Enfim, a luta é por olhar para o mundo como ele é, de acordo com as possibilidades que temos e em busca de resultados possíveis, que, se alcançados, serão legitimados com facilidade.

Sendo assim, basta uma reflexão para entendermos uma verdade dolorida, mas urgente: o PT faz o que vocês deviam estar fazendo. E eu já sei que vem a conversa: “Ah, mas corromperam a democracia”. Sim, eu sei, e já escrevi muito sobre isso.
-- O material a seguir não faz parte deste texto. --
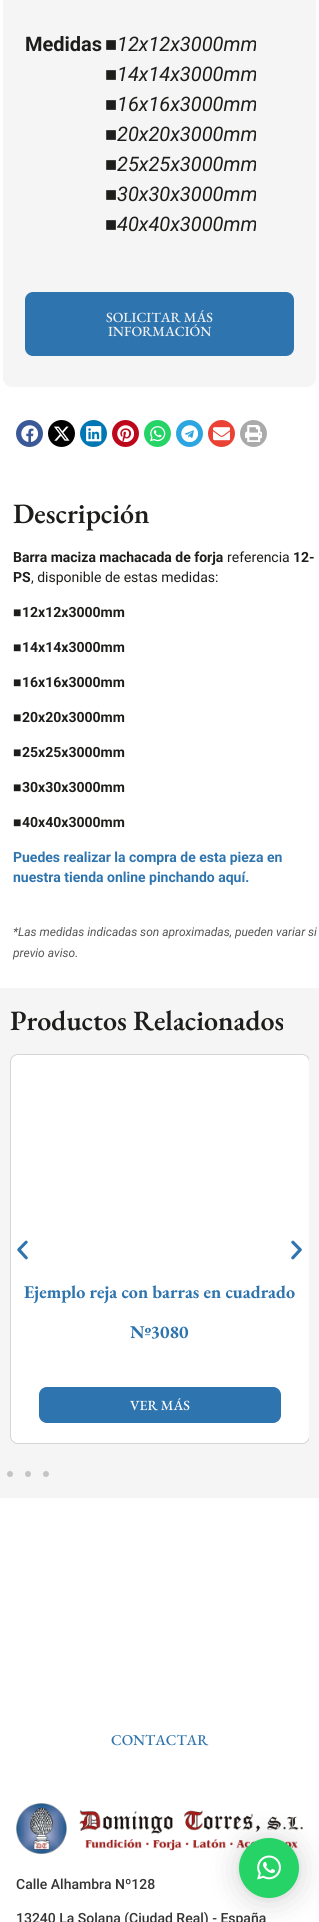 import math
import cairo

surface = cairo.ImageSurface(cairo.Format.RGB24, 319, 1922)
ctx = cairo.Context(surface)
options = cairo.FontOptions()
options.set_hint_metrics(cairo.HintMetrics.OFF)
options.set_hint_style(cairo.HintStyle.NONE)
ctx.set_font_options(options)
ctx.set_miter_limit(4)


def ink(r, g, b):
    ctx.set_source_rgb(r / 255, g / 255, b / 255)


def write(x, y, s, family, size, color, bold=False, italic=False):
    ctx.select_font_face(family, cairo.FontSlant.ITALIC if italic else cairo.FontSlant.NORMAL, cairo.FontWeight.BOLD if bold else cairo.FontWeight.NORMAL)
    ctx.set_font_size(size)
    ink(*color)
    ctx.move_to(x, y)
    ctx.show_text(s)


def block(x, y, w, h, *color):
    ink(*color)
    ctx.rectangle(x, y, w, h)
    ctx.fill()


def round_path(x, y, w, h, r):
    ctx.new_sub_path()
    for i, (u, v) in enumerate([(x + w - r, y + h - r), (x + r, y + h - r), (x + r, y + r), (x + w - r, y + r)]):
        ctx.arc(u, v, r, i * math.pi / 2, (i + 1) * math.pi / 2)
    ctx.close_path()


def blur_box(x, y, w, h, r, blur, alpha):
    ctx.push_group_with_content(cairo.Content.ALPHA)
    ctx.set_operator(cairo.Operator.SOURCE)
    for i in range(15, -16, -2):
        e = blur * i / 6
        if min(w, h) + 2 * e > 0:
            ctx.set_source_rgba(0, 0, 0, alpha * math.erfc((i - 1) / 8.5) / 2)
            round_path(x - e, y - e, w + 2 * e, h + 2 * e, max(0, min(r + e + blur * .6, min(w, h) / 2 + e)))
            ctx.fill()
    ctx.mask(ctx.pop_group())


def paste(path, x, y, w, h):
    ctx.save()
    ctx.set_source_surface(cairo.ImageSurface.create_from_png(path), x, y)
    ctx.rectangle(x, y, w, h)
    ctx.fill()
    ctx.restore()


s1 = dict(family="Roboto", size=20, color=(29, 29, 27), bold=True)
s2 = dict(family="Liberation Sans", size=20, color=(29, 29, 27), italic=True)
s3 = dict(family="Roboto", size=20, color=(29, 29, 27), italic=True)
s4 = dict(family="EB Garamond Medium", size=14, color=(240, 240, 240))
s5 = dict(family="EB Garamond SemiBold", size=28, color=(29, 29, 27))
s6 = dict(family="Roboto", size=14, color=(29, 29, 27), bold=True)
s7 = dict(family="Roboto", size=14, color=(29, 29, 27))
s8 = dict(family="Liberation Sans", size=14, color=(29, 29, 27), bold=True)
s9 = dict(family="Roboto", size=14, color=(46, 116, 174), bold=True)
s10 = dict(family="Roboto", size=12, color=(85, 85, 85), italic=True)
s11 = dict(family="EB Garamond", size=18, color=(46, 116, 174), bold=True)
s12 = dict(family="EB Garamond Medium", size=14, color=(255, 255, 255))
s13 = dict(family="EB Garamond Medium", size=15, color=(46, 116, 174))
s14 = dict(family="Roboto Medium", size=14, color=(52, 52, 52))

ink(255, 255, 255)
ctx.paint()
ink(245, 245, 245)
round_path(3, -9, 313, 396, 9)
ctx.fill()
write(25, 51, "Medidas", **s1)
write(105, 51, "■", **s2)
write(117, 51, "12x12x3000mm", **s3)
write(105, 81, "■", **s2)
write(117, 81, "14x14x3000mm", **s3)
write(105, 111, "■", **s2)
write(117, 111, "16x16x3000mm", **s3)
write(105, 141, "■", **s2)
write(117, 141, "20x20x3000mm", **s3)
write(105, 171, "■", **s2)
write(117, 171, "25x25x3000mm", **s3)
write(105, 201, "■", **s2)
write(117, 201, "30x30x3000mm", **s3)
write(105, 231, "■", **s2)
write(117, 231, "40x40x3000mm", **s3)
ink(46, 116, 174)
round_path(25, 292, 269, 64, 8)
ctx.fill()
write(106, 322, "SOLICITAR MÁS", **s4)
write(108, 336, "INFORMACIÓN", **s4)
ink(59, 89, 152)
ctx.new_path()
ctx.arc(29.5, 433.5, 13.5, 0, 2 * math.pi)
ctx.fill()
paste("pic1.png", 21, 425, 17, 17)
ink(0, 0, 0)
ctx.arc(61.5, 433.5, 13.5, 0, 2 * math.pi)
ctx.fill()
paste("pic2.png", 54, 426, 16, 15)
ink(0, 119, 181)
ctx.arc(93.5, 433.5, 13.5, 0, 2 * math.pi)
ctx.fill()
paste("pic3.png", 86, 426, 16, 16)
ink(189, 8, 28)
ctx.arc(125.5, 433.5, 13.5, 0, 2 * math.pi)
ctx.fill()
paste("pic4.png", 117, 425, 17, 17)
ink(37, 211, 102)
ctx.arc(157.5, 433.5, 13.5, 0, 2 * math.pi)
ctx.fill()
paste("pic5.png", 150, 426, 16, 16)
ink(44, 165, 224)
ctx.arc(189.5, 433.5, 13.5, 0, 2 * math.pi)
ctx.fill()
paste("pic6.png", 181, 425, 17, 17)
ink(234, 67, 53)
ctx.arc(221.5, 433.5, 13.5, 0, 2 * math.pi)
ctx.fill()
paste("pic7.png", 213, 427, 17, 14)
ink(170, 170, 170)
ctx.arc(253.5, 433.5, 13.5, 0, 2 * math.pi)
ctx.fill()
paste("pic8.png", 245, 425, 17, 17)
write(13, 523, "Descripción", **s5)
write(13, 562, "Barra maciza machacada de forja", **s6)
write(227, 562, "referencia", **s7)
write(293, 562, "12-", **s6)
write(13, 582, "PS", **s6)
write(31, 582, ", disponible de estas medidas:", **s7)
write(13, 617, "■", **s8)
write(22, 617, "12x12x3000mm", **s6)
write(13, 652, "■", **s8)
write(22, 652, "14x14x3000mm", **s6)
write(13, 687, "■", **s8)
write(22, 687, "16x16x3000mm", **s6)
write(13, 722, "■", **s8)
write(22, 722, "20x20x3000mm", **s6)
write(13, 757, "■", **s8)
write(22, 757, "25x25x3000mm", **s6)
write(13, 792, "■", **s8)
write(22, 792, "30x30x3000mm", **s6)
write(13, 827, "■", **s8)
write(22, 827, "40x40x3000mm", **s6)
write(13, 862, "Puedes realizar la compra de esta pieza en", **s9)
write(13, 882, "nuestra tienda online pinchando aquí.", **s9)
write(13, 936, "*Las medidas indicadas son aproximadas, pueden variar si", **s10)
write(13, 957, "previo aviso.", **s10)
block(0, 988, 319, 510, 245, 245, 245)
write(10, 1030, "Productos Relacionados", **s5)
ctx.save()
ctx.rectangle(10, 1054, 299, 423)
ctx.clip()
ink(255, 255, 255)
round_path(10.5, 1054.5, 299, 389, 7.5)
ctx.fill_preserve()
ink(212, 212, 212)
ctx.set_line_width(1)
ctx.stroke()
ctx.restore()
paste("pic9.png", 17, 1240, 11, 20)
paste("pic10.png", 291, 1240, 11, 20)
write(24, 1298, "Ejemplo reja con barras en cuadrado", **s11)
write(130, 1338, "Nº3080", **s11)
round_path(39.5, 1387.5, 241, 35, 7.5)
ctx.fill_preserve()
ctx.set_line_width(1)
ctx.stroke()
write(130, 1410, "VER MÁS", **s12)
ink(196, 196, 196)
ctx.new_path()
ctx.arc(10, 1474, 3, 0, 2 * math.pi)
ctx.fill()
ctx.arc(28, 1474, 3, 0, 2 * math.pi)
ctx.fill()
ctx.arc(46, 1474, 3, 0, 2 * math.pi)
ctx.fill()
write(111, 1745, "CONTACTAR", **s13)
paste("pic11.png", 16, 1803, 287, 51)
write(16, 1889, "Calle Alhambra Nº128", **s14)
write(16, 1923, "13240 La Solana (Ciudad Real) - España", **s14)
ink(0, 0, 0)
blur_box(239, 1840, 60, 60, 30, 16, 0.16)
blur_box(239, 1839, 60, 60, 30, 3, 0.06)
ink(37, 211, 102)
ctx.arc(269, 1868, 30, 0, 2 * math.pi)
ctx.fill()
paste("pic12.png", 257, 1855, 24, 25)
surface.write_to_png("screenshot.png")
Mas não muda o fato de que eles fazem o que vocês deviam estar fazendo em termos de guerra política e pela via democrática.

É quando chegamos, finalmente, no verdadeiro beco sem saída: ou você está conosco, querendo jogar a guerra política pela via democrática (pois isso não dará munição ao PT, pode dar resultados e resulta em legitimidade), ou está contra. Se você não conseguir ainda compreender qual é o grande segredo do PT (repito: “fazer tudo pela via democrática, para jamais perder a autoridade moral neste aspecto”) e não tem nenhuma intenção de lutar para vencê-los neste território, então servirá para ajudar o adversário.

Isso nos coloca de lados opostos do front. De um lado, temos os bolivarianos e os intervencionistas (duas gangues querendo o poder totalitária, mas somente a primeira fazendo a coisa certa nos quesitos políticos), e de outro temos os republicanos.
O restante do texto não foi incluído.